GIVEN INFORMATION START

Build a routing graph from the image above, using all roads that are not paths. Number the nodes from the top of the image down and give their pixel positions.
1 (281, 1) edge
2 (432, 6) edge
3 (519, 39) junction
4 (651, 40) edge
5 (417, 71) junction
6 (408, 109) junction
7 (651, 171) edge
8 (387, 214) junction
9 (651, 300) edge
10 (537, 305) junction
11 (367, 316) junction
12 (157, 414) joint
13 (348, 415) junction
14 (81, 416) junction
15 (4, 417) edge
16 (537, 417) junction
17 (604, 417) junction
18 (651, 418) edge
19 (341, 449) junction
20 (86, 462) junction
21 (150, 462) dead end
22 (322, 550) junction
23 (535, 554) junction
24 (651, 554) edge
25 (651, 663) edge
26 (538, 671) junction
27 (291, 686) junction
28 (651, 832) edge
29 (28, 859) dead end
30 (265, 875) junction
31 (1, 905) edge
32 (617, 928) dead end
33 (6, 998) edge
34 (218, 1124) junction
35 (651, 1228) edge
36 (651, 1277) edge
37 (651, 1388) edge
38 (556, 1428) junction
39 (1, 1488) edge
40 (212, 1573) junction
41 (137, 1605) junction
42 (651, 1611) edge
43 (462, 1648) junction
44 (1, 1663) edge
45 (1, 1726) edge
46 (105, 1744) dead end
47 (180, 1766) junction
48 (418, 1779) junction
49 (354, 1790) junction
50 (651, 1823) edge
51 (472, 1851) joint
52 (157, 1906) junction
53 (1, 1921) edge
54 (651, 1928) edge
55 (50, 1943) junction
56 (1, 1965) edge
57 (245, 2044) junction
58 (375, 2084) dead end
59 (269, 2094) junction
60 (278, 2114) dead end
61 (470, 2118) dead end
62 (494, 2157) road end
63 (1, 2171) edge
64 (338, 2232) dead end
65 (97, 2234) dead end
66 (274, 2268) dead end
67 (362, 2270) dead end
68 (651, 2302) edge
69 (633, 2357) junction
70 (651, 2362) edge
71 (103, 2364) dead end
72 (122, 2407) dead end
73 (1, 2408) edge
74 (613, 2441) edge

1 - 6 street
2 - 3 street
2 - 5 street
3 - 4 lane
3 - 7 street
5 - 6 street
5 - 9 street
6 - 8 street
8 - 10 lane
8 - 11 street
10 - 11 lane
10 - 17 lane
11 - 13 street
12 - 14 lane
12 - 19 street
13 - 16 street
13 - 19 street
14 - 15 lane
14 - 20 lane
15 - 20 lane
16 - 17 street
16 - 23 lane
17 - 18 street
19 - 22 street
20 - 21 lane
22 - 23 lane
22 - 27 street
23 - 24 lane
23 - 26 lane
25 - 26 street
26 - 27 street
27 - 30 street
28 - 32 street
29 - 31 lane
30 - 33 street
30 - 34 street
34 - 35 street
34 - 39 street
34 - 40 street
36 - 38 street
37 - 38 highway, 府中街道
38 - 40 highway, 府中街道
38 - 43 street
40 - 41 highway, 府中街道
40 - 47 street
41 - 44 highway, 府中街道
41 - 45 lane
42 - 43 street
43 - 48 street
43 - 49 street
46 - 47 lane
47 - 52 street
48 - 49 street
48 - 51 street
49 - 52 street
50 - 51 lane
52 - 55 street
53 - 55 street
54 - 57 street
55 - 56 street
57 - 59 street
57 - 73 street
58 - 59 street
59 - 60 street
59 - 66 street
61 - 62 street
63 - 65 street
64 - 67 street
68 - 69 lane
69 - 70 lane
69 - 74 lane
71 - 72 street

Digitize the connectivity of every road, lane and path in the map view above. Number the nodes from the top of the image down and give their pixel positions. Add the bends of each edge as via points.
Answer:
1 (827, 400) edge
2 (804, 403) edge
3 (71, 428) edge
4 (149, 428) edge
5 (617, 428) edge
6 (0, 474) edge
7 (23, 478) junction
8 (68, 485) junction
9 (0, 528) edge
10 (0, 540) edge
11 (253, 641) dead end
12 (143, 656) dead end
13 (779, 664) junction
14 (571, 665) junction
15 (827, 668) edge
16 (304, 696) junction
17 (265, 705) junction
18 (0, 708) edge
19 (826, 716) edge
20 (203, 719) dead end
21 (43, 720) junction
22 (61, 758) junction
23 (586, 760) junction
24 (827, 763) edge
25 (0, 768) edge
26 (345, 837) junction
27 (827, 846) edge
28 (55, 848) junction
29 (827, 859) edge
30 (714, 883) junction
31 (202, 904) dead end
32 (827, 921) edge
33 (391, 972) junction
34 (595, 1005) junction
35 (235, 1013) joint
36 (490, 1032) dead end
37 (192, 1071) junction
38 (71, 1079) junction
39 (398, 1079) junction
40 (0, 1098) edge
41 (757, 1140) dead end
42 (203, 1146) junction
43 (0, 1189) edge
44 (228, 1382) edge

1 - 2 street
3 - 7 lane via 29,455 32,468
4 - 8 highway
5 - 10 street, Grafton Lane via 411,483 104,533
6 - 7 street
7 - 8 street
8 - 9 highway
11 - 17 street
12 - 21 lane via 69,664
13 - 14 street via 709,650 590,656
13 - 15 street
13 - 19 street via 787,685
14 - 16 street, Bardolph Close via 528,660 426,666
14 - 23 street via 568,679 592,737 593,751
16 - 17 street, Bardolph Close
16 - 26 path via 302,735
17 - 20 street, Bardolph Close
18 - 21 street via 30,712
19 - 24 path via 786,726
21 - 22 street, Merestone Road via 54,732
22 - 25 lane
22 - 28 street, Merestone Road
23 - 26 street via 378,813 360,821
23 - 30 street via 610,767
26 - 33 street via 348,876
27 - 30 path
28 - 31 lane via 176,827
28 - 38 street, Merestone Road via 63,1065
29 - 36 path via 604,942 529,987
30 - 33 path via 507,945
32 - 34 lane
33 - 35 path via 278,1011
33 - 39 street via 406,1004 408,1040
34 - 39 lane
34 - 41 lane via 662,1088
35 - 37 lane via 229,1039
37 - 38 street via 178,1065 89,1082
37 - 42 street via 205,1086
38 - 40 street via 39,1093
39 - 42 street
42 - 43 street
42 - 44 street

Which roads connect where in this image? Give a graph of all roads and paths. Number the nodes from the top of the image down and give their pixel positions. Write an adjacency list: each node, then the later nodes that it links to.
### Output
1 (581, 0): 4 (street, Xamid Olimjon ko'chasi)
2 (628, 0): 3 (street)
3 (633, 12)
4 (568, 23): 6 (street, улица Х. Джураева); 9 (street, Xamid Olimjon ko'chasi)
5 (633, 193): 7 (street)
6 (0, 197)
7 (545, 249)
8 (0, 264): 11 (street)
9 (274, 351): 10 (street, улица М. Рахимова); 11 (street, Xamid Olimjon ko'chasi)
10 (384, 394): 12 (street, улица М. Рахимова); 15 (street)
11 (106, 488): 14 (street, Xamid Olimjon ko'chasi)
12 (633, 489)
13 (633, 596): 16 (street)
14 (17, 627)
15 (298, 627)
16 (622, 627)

GIVEN INFORMATION END

- [ASSIGNMENT]: Repeat all of the records verbatim, leaving nothing out.

- [WRITTEN RESPONSE]:
Build a routing graph from the image above, using all roads that are not paths. Number the nodes from the top of the image down and give their pixel positions.
1 (281, 1) edge
2 (432, 6) edge
3 (519, 39) junction
4 (651, 40) edge
5 (417, 71) junction
6 (408, 109) junction
7 (651, 171) edge
8 (387, 214) junction
9 (651, 300) edge
10 (537, 305) junction
11 (367, 316) junction
12 (157, 414) joint
13 (348, 415) junction
14 (81, 416) junction
15 (4, 417) edge
16 (537, 417) junction
17 (604, 417) junction
18 (651, 418) edge
19 (341, 449) junction
20 (86, 462) junction
21 (150, 462) dead end
22 (322, 550) junction
23 (535, 554) junction
24 (651, 554) edge
25 (651, 663) edge
26 (538, 671) junction
27 (291, 686) junction
28 (651, 832) edge
29 (28, 859) dead end
30 (265, 875) junction
31 (1, 905) edge
32 (617, 928) dead end
33 (6, 998) edge
34 (218, 1124) junction
35 (651, 1228) edge
36 (651, 1277) edge
37 (651, 1388) edge
38 (556, 1428) junction
39 (1, 1488) edge
40 (212, 1573) junction
41 (137, 1605) junction
42 (651, 1611) edge
43 (462, 1648) junction
44 (1, 1663) edge
45 (1, 1726) edge
46 (105, 1744) dead end
47 (180, 1766) junction
48 (418, 1779) junction
49 (354, 1790) junction
50 (651, 1823) edge
51 (472, 1851) joint
52 (157, 1906) junction
53 (1, 1921) edge
54 (651, 1928) edge
55 (50, 1943) junction
56 (1, 1965) edge
57 (245, 2044) junction
58 (375, 2084) dead end
59 (269, 2094) junction
60 (278, 2114) dead end
61 (470, 2118) dead end
62 (494, 2157) road end
63 (1, 2171) edge
64 (338, 2232) dead end
65 (97, 2234) dead end
66 (274, 2268) dead end
67 (362, 2270) dead end
68 (651, 2302) edge
69 (633, 2357) junction
70 (651, 2362) edge
71 (103, 2364) dead end
72 (122, 2407) dead end
73 (1, 2408) edge
74 (613, 2441) edge

1 - 6 street
2 - 3 street
2 - 5 street
3 - 4 lane
3 - 7 street
5 - 6 street
5 - 9 street
6 - 8 street
8 - 10 lane
8 - 11 street
10 - 11 lane
10 - 17 lane
11 - 13 street
12 - 14 lane
12 - 19 street
13 - 16 street
13 - 19 street
14 - 15 lane
14 - 20 lane
15 - 20 lane
16 - 17 street
16 - 23 lane
17 - 18 street
19 - 22 street
20 - 21 lane
22 - 23 lane
22 - 27 street
23 - 24 lane
23 - 26 lane
25 - 26 street
26 - 27 street
27 - 30 street
28 - 32 street
29 - 31 lane
30 - 33 street
30 - 34 street
34 - 35 street
34 - 39 street
34 - 40 street
36 - 38 street
37 - 38 highway, 府中街道
38 - 40 highway, 府中街道
38 - 43 street
40 - 41 highway, 府中街道
40 - 47 street
41 - 44 highway, 府中街道
41 - 45 lane
42 - 43 street
43 - 48 street
43 - 49 street
46 - 47 lane
47 - 52 street
48 - 49 street
48 - 51 street
49 - 52 street
50 - 51 lane
52 - 55 street
53 - 55 street
54 - 57 street
55 - 56 street
57 - 59 street
57 - 73 street
58 - 59 street
59 - 60 street
59 - 66 street
61 - 62 street
63 - 65 street
64 - 67 street
68 - 69 lane
69 - 70 lane
69 - 74 lane
71 - 72 street

Digitize the connectivity of every road, lane and path in the map view above. Number the nodes from the top of the image down and give their pixel positions. Add the bends of each edge as via points.
Answer:
1 (827, 400) edge
2 (804, 403) edge
3 (71, 428) edge
4 (149, 428) edge
5 (617, 428) edge
6 (0, 474) edge
7 (23, 478) junction
8 (68, 485) junction
9 (0, 528) edge
10 (0, 540) edge
11 (253, 641) dead end
12 (143, 656) dead end
13 (779, 664) junction
14 (571, 665) junction
15 (827, 668) edge
16 (304, 696) junction
17 (265, 705) junction
18 (0, 708) edge
19 (826, 716) edge
20 (203, 719) dead end
21 (43, 720) junction
22 (61, 758) junction
23 (586, 760) junction
24 (827, 763) edge
25 (0, 768) edge
26 (345, 837) junction
27 (827, 846) edge
28 (55, 848) junction
29 (827, 859) edge
30 (714, 883) junction
31 (202, 904) dead end
32 (827, 921) edge
33 (391, 972) junction
34 (595, 1005) junction
35 (235, 1013) joint
36 (490, 1032) dead end
37 (192, 1071) junction
38 (71, 1079) junction
39 (398, 1079) junction
40 (0, 1098) edge
41 (757, 1140) dead end
42 (203, 1146) junction
43 (0, 1189) edge
44 (228, 1382) edge

1 - 2 street
3 - 7 lane via 29,455 32,468
4 - 8 highway
5 - 10 street, Grafton Lane via 411,483 104,533
6 - 7 street
7 - 8 street
8 - 9 highway
11 - 17 street
12 - 21 lane via 69,664
13 - 14 street via 709,650 590,656
13 - 15 street
13 - 19 street via 787,685
14 - 16 street, Bardolph Close via 528,660 426,666
14 - 23 street via 568,679 592,737 593,751
16 - 17 street, Bardolph Close
16 - 26 path via 302,735
17 - 20 street, Bardolph Close
18 - 21 street via 30,712
19 - 24 path via 786,726
21 - 22 street, Merestone Road via 54,732
22 - 25 lane
22 - 28 street, Merestone Road
23 - 26 street via 378,813 360,821
23 - 30 street via 610,767
26 - 33 street via 348,876
27 - 30 path
28 - 31 lane via 176,827
28 - 38 street, Merestone Road via 63,1065
29 - 36 path via 604,942 529,987
30 - 33 path via 507,945
32 - 34 lane
33 - 35 path via 278,1011
33 - 39 street via 406,1004 408,1040
34 - 39 lane
34 - 41 lane via 662,1088
35 - 37 lane via 229,1039
37 - 38 street via 178,1065 89,1082
37 - 42 street via 205,1086
38 - 40 street via 39,1093
39 - 42 street
42 - 43 street
42 - 44 street

Which roads connect where in this image? Give a graph of all roads and paths. Number the nodes from the top of the image down and give their pixel positions. Write an adjacency list: each node, then the later nodes that it links to.
### Output
1 (581, 0): 4 (street, Xamid Olimjon ko'chasi)
2 (628, 0): 3 (street)
3 (633, 12)
4 (568, 23): 6 (street, улица Х. Джураева); 9 (street, Xamid Olimjon ko'chasi)
5 (633, 193): 7 (street)
6 (0, 197)
7 (545, 249)
8 (0, 264): 11 (street)
9 (274, 351): 10 (street, улица М. Рахимова); 11 (street, Xamid Olimjon ko'chasi)
10 (384, 394): 12 (street, улица М. Рахимова); 15 (street)
11 (106, 488): 14 (street, Xamid Olimjon ko'chasi)
12 (633, 489)
13 (633, 596): 16 (street)
14 (17, 627)
15 (298, 627)
16 (622, 627)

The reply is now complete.